= Supplied material =
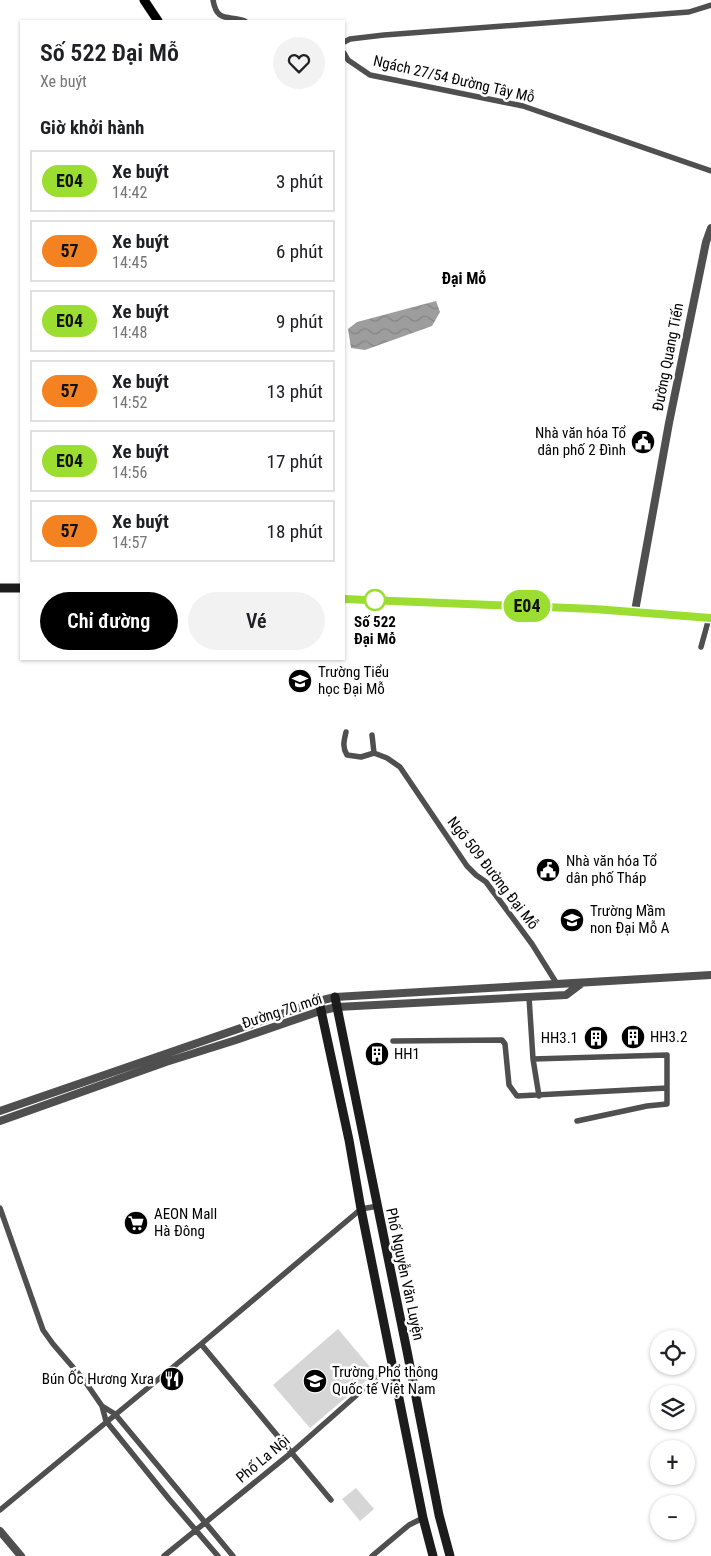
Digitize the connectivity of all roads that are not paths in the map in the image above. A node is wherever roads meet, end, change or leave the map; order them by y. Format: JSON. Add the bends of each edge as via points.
{"nodes":[{"id":1,"x":144,"y":0,"type":"edge"},
{"id":2,"x":213,"y":0,"type":"edge"},
{"id":3,"x":711,"y":5,"type":"edge"},
{"id":4,"x":157,"y":20,"type":"edge"},
{"id":5,"x":242,"y":20,"type":"edge"},
{"id":6,"x":345,"y":42,"type":"edge"},
{"id":7,"x":345,"y":55,"type":"edge"},
{"id":8,"x":711,"y":171,"type":"edge"},
{"id":9,"x":711,"y":228,"type":"edge"},
{"id":10,"x":0,"y":588,"type":"edge"},
{"id":11,"x":20,"y":588,"type":"edge"},
{"id":12,"x":345,"y":599,"type":"edge"},
{"id":13,"x":635,"y":611,"type":"junction"},
{"id":14,"x":710,"y":618,"type":"edge"},
{"id":15,"x":701,"y":647,"type":"dead end"},
{"id":16,"x":346,"y":732,"type":"dead end"},
{"id":17,"x":372,"y":735,"type":"dead end"},
{"id":18,"x":374,"y":753,"type":"junction"},
{"id":19,"x":711,"y":976,"type":"edge"},
{"id":20,"x":582,"y":983,"type":"junction"},
{"id":21,"x":557,"y":984,"type":"junction"},
{"id":22,"x":335,"y":997,"type":"junction"},
{"id":23,"x":529,"y":997,"type":"junction"},
{"id":24,"x":319,"y":1001,"type":"junction"},
{"id":25,"x":336,"y":1007,"type":"junction"},
{"id":26,"x":320,"y":1011,"type":"junction"},
{"id":27,"x":393,"y":1041,"type":"dead end"},
{"id":28,"x":164,"y":1058,"type":"junction"},
{"id":29,"x":534,"y":1059,"type":"junction"},
{"id":30,"x":667,"y":1088,"type":"junction"},
{"id":31,"x":539,"y":1096,"type":"junction"},
{"id":32,"x":0,"y":1111,"type":"edge"},
{"id":33,"x":577,"y":1120,"type":"dead end"},
{"id":34,"x":0,"y":1121,"type":"edge"},
{"id":35,"x":378,"y":1206,"type":"junction"},
{"id":36,"x":0,"y":1208,"type":"edge"},
{"id":37,"x":361,"y":1209,"type":"junction"},
{"id":38,"x":202,"y":1344,"type":"junction"},
{"id":39,"x":408,"y":1351,"type":"junction"},
{"id":40,"x":391,"y":1355,"type":"junction"},
{"id":41,"x":376,"y":1378,"type":"dead end"},
{"id":42,"x":414,"y":1385,"type":"junction"},
{"id":43,"x":398,"y":1388,"type":"junction"},
{"id":44,"x":102,"y":1406,"type":"junction"},
{"id":45,"x":115,"y":1414,"type":"junction"},
{"id":46,"x":106,"y":1422,"type":"junction"},
{"id":47,"x":291,"y":1453,"type":"junction"},
{"id":48,"x":331,"y":1500,"type":"dead end"},
{"id":49,"x":0,"y":1510,"type":"edge"},
{"id":50,"x":423,"y":1518,"type":"junction"},
{"id":51,"x":205,"y":1523,"type":"junction"},
{"id":52,"x":0,"y":1531,"type":"edge"},
{"id":53,"x":196,"y":1531,"type":"junction"},
{"id":54,"x":21,"y":1556,"type":"edge"},
{"id":55,"x":164,"y":1556,"type":"edge"},
{"id":56,"x":218,"y":1556,"type":"edge"},
{"id":57,"x":232,"y":1556,"type":"edge"},
{"id":58,"x":372,"y":1556,"type":"edge"},
{"id":59,"x":432,"y":1556,"type":"edge"},
{"id":60,"x":450,"y":1556,"type":"edge"}],
"edges":[{"from":1,"to":4,"type":"main road"},
{"from":2,"to":5,"type":"street","via":[[218,15]]},
{"from":3,"to":6,"type":"street","via":[[689,12],[384,35]]},
{"from":7,"to":8,"type":"street","name":"Ngách 27/54 Đường Tây Mỗ","via":[[370,75],[523,106]]},
{"from":9,"to":13,"type":"street","name":"Đường Quang Tiến","via":[[673,404]]},
{"from":10,"to":11,"type":"main road"},
{"from":12,"to":13,"type":"main road"},
{"from":13,"to":14,"type":"main road"},
{"from":14,"to":15,"type":"street"},
{"from":16,"to":18,"type":"street","via":[[344,750],[347,755],[361,757]]},
{"from":17,"to":18,"type":"street"},
{"from":18,"to":21,"type":"street","name":"Ngõ 509 Đường Đại Mỗ","via":[[400,767],[468,866],[486,882],[521,928]]},
{"from":19,"to":20,"type":"street","name":"Đường 70 mới"},
{"from":20,"to":21,"type":"street","name":"Đường 70 mới"},
{"from":20,"to":23,"type":"street","name":"Đường 70 mới","via":[[566,995]]},
{"from":21,"to":22,"type":"street","name":"Đường 70 mới"},
{"from":22,"to":24,"type":"street","name":"Đường 70 mới"},
{"from":22,"to":25,"type":"main road","name":"Phố Nguyễn Văn Luyện"},
{"from":23,"to":25,"type":"street","name":"Đường 70 mới"},
{"from":23,"to":29,"type":"street"},
{"from":24,"to":26,"type":"main road","name":"Phố Nguyễn Văn Luyện"},
{"from":24,"to":28,"type":"street","name":"Đường 70 mới"},
{"from":25,"to":26,"type":"street","name":"Đường 70 mới"},
{"from":25,"to":35,"type":"main road","name":"Phố Nguyễn Văn Luyện"},
{"from":26,"to":28,"type":"street","name":"Đường 70 mới","via":[[236,1040]]},
{"from":26,"to":37,"type":"main road","name":"Phố Nguyễn Văn Luyện"},
{"from":27,"to":31,"type":"street","via":[[502,1040],[509,1085],[517,1096]]},
{"from":28,"to":32,"type":"street"},
{"from":28,"to":34,"type":"street","name":"Đường 70 mới"},
{"from":29,"to":30,"type":"street","via":[[666,1055]]},
{"from":29,"to":31,"type":"street"},
{"from":30,"to":31,"type":"street"},
{"from":30,"to":33,"type":"street","via":[[667,1104]]},
{"from":35,"to":37,"type":"street"},
{"from":35,"to":39,"type":"main road","name":"Phố Nguyễn Văn Luyện"},
{"from":36,"to":44,"type":"street","via":[[43,1330]]},
{"from":37,"to":38,"type":"street"},
{"from":37,"to":40,"type":"main road","name":"Phố Nguyễn Văn Luyện"},
{"from":38,"to":45,"type":"street"},
{"from":38,"to":47,"type":"street"},
{"from":39,"to":40,"type":"main road"},
{"from":39,"to":42,"type":"main road","name":"Phố Nguyễn Văn Luyện"},
{"from":40,"to":43,"type":"main road","name":"Phố Nguyễn Văn Luyện"},
{"from":41,"to":47,"type":"street","name":"Phố La Nội"},
{"from":42,"to":43,"type":"main road"},
{"from":42,"to":60,"type":"main road","name":"Phố Nguyễn Văn Luyện"},
{"from":43,"to":50,"type":"main road","name":"Phố Nguyễn Văn Luyện"},
{"from":44,"to":45,"type":"street"},
{"from":44,"to":46,"type":"street"},
{"from":45,"to":46,"type":"street"},
{"from":45,"to":51,"type":"street"},
{"from":46,"to":49,"type":"street"},
{"from":46,"to":53,"type":"street"},
{"from":47,"to":48,"type":"street"},
{"from":47,"to":51,"type":"street","name":"Phố La Nội"},
{"from":50,"to":58,"type":"street","via":[[409,1525]]},
{"from":50,"to":59,"type":"main road","name":"Phố Nguyễn Văn Luyện"},
{"from":51,"to":53,"type":"street","name":"Phố La Nội"},
{"from":51,"to":57,"type":"street"},
{"from":52,"to":54,"type":"street"},
{"from":53,"to":55,"type":"street","name":"Phố La Nội"},
{"from":53,"to":56,"type":"street"}]}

= Problem details =
Give all the lines above again, character for character, without pictures.

= Task result =
Digitize the connectivity of all roads that are not paths in the map in the image above. A node is wherever roads meet, end, change or leave the map; order them by y. Format: JSON. Add the bends of each edge as via points.
{"nodes":[{"id":1,"x":144,"y":0,"type":"edge"},
{"id":2,"x":213,"y":0,"type":"edge"},
{"id":3,"x":711,"y":5,"type":"edge"},
{"id":4,"x":157,"y":20,"type":"edge"},
{"id":5,"x":242,"y":20,"type":"edge"},
{"id":6,"x":345,"y":42,"type":"edge"},
{"id":7,"x":345,"y":55,"type":"edge"},
{"id":8,"x":711,"y":171,"type":"edge"},
{"id":9,"x":711,"y":228,"type":"edge"},
{"id":10,"x":0,"y":588,"type":"edge"},
{"id":11,"x":20,"y":588,"type":"edge"},
{"id":12,"x":345,"y":599,"type":"edge"},
{"id":13,"x":635,"y":611,"type":"junction"},
{"id":14,"x":710,"y":618,"type":"edge"},
{"id":15,"x":701,"y":647,"type":"dead end"},
{"id":16,"x":346,"y":732,"type":"dead end"},
{"id":17,"x":372,"y":735,"type":"dead end"},
{"id":18,"x":374,"y":753,"type":"junction"},
{"id":19,"x":711,"y":976,"type":"edge"},
{"id":20,"x":582,"y":983,"type":"junction"},
{"id":21,"x":557,"y":984,"type":"junction"},
{"id":22,"x":335,"y":997,"type":"junction"},
{"id":23,"x":529,"y":997,"type":"junction"},
{"id":24,"x":319,"y":1001,"type":"junction"},
{"id":25,"x":336,"y":1007,"type":"junction"},
{"id":26,"x":320,"y":1011,"type":"junction"},
{"id":27,"x":393,"y":1041,"type":"dead end"},
{"id":28,"x":164,"y":1058,"type":"junction"},
{"id":29,"x":534,"y":1059,"type":"junction"},
{"id":30,"x":667,"y":1088,"type":"junction"},
{"id":31,"x":539,"y":1096,"type":"junction"},
{"id":32,"x":0,"y":1111,"type":"edge"},
{"id":33,"x":577,"y":1120,"type":"dead end"},
{"id":34,"x":0,"y":1121,"type":"edge"},
{"id":35,"x":378,"y":1206,"type":"junction"},
{"id":36,"x":0,"y":1208,"type":"edge"},
{"id":37,"x":361,"y":1209,"type":"junction"},
{"id":38,"x":202,"y":1344,"type":"junction"},
{"id":39,"x":408,"y":1351,"type":"junction"},
{"id":40,"x":391,"y":1355,"type":"junction"},
{"id":41,"x":376,"y":1378,"type":"dead end"},
{"id":42,"x":414,"y":1385,"type":"junction"},
{"id":43,"x":398,"y":1388,"type":"junction"},
{"id":44,"x":102,"y":1406,"type":"junction"},
{"id":45,"x":115,"y":1414,"type":"junction"},
{"id":46,"x":106,"y":1422,"type":"junction"},
{"id":47,"x":291,"y":1453,"type":"junction"},
{"id":48,"x":331,"y":1500,"type":"dead end"},
{"id":49,"x":0,"y":1510,"type":"edge"},
{"id":50,"x":423,"y":1518,"type":"junction"},
{"id":51,"x":205,"y":1523,"type":"junction"},
{"id":52,"x":0,"y":1531,"type":"edge"},
{"id":53,"x":196,"y":1531,"type":"junction"},
{"id":54,"x":21,"y":1556,"type":"edge"},
{"id":55,"x":164,"y":1556,"type":"edge"},
{"id":56,"x":218,"y":1556,"type":"edge"},
{"id":57,"x":232,"y":1556,"type":"edge"},
{"id":58,"x":372,"y":1556,"type":"edge"},
{"id":59,"x":432,"y":1556,"type":"edge"},
{"id":60,"x":450,"y":1556,"type":"edge"}],
"edges":[{"from":1,"to":4,"type":"main road"},
{"from":2,"to":5,"type":"street","via":[[218,15]]},
{"from":3,"to":6,"type":"street","via":[[689,12],[384,35]]},
{"from":7,"to":8,"type":"street","name":"Ngách 27/54 Đường Tây Mỗ","via":[[370,75],[523,106]]},
{"from":9,"to":13,"type":"street","name":"Đường Quang Tiến","via":[[673,404]]},
{"from":10,"to":11,"type":"main road"},
{"from":12,"to":13,"type":"main road"},
{"from":13,"to":14,"type":"main road"},
{"from":14,"to":15,"type":"street"},
{"from":16,"to":18,"type":"street","via":[[344,750],[347,755],[361,757]]},
{"from":17,"to":18,"type":"street"},
{"from":18,"to":21,"type":"street","name":"Ngõ 509 Đường Đại Mỗ","via":[[400,767],[468,866],[486,882],[521,928]]},
{"from":19,"to":20,"type":"street","name":"Đường 70 mới"},
{"from":20,"to":21,"type":"street","name":"Đường 70 mới"},
{"from":20,"to":23,"type":"street","name":"Đường 70 mới","via":[[566,995]]},
{"from":21,"to":22,"type":"street","name":"Đường 70 mới"},
{"from":22,"to":24,"type":"street","name":"Đường 70 mới"},
{"from":22,"to":25,"type":"main road","name":"Phố Nguyễn Văn Luyện"},
{"from":23,"to":25,"type":"street","name":"Đường 70 mới"},
{"from":23,"to":29,"type":"street"},
{"from":24,"to":26,"type":"main road","name":"Phố Nguyễn Văn Luyện"},
{"from":24,"to":28,"type":"street","name":"Đường 70 mới"},
{"from":25,"to":26,"type":"street","name":"Đường 70 mới"},
{"from":25,"to":35,"type":"main road","name":"Phố Nguyễn Văn Luyện"},
{"from":26,"to":28,"type":"street","name":"Đường 70 mới","via":[[236,1040]]},
{"from":26,"to":37,"type":"main road","name":"Phố Nguyễn Văn Luyện"},
{"from":27,"to":31,"type":"street","via":[[502,1040],[509,1085],[517,1096]]},
{"from":28,"to":32,"type":"street"},
{"from":28,"to":34,"type":"street","name":"Đường 70 mới"},
{"from":29,"to":30,"type":"street","via":[[666,1055]]},
{"from":29,"to":31,"type":"street"},
{"from":30,"to":31,"type":"street"},
{"from":30,"to":33,"type":"street","via":[[667,1104]]},
{"from":35,"to":37,"type":"street"},
{"from":35,"to":39,"type":"main road","name":"Phố Nguyễn Văn Luyện"},
{"from":36,"to":44,"type":"street","via":[[43,1330]]},
{"from":37,"to":38,"type":"street"},
{"from":37,"to":40,"type":"main road","name":"Phố Nguyễn Văn Luyện"},
{"from":38,"to":45,"type":"street"},
{"from":38,"to":47,"type":"street"},
{"from":39,"to":40,"type":"main road"},
{"from":39,"to":42,"type":"main road","name":"Phố Nguyễn Văn Luyện"},
{"from":40,"to":43,"type":"main road","name":"Phố Nguyễn Văn Luyện"},
{"from":41,"to":47,"type":"street","name":"Phố La Nội"},
{"from":42,"to":43,"type":"main road"},
{"from":42,"to":60,"type":"main road","name":"Phố Nguyễn Văn Luyện"},
{"from":43,"to":50,"type":"main road","name":"Phố Nguyễn Văn Luyện"},
{"from":44,"to":45,"type":"street"},
{"from":44,"to":46,"type":"street"},
{"from":45,"to":46,"type":"street"},
{"from":45,"to":51,"type":"street"},
{"from":46,"to":49,"type":"street"},
{"from":46,"to":53,"type":"street"},
{"from":47,"to":48,"type":"street"},
{"from":47,"to":51,"type":"street","name":"Phố La Nội"},
{"from":50,"to":58,"type":"street","via":[[409,1525]]},
{"from":50,"to":59,"type":"main road","name":"Phố Nguyễn Văn Luyện"},
{"from":51,"to":53,"type":"street","name":"Phố La Nội"},
{"from":51,"to":57,"type":"street"},
{"from":52,"to":54,"type":"street"},
{"from":53,"to":55,"type":"street","name":"Phố La Nội"},
{"from":53,"to":56,"type":"street"}]}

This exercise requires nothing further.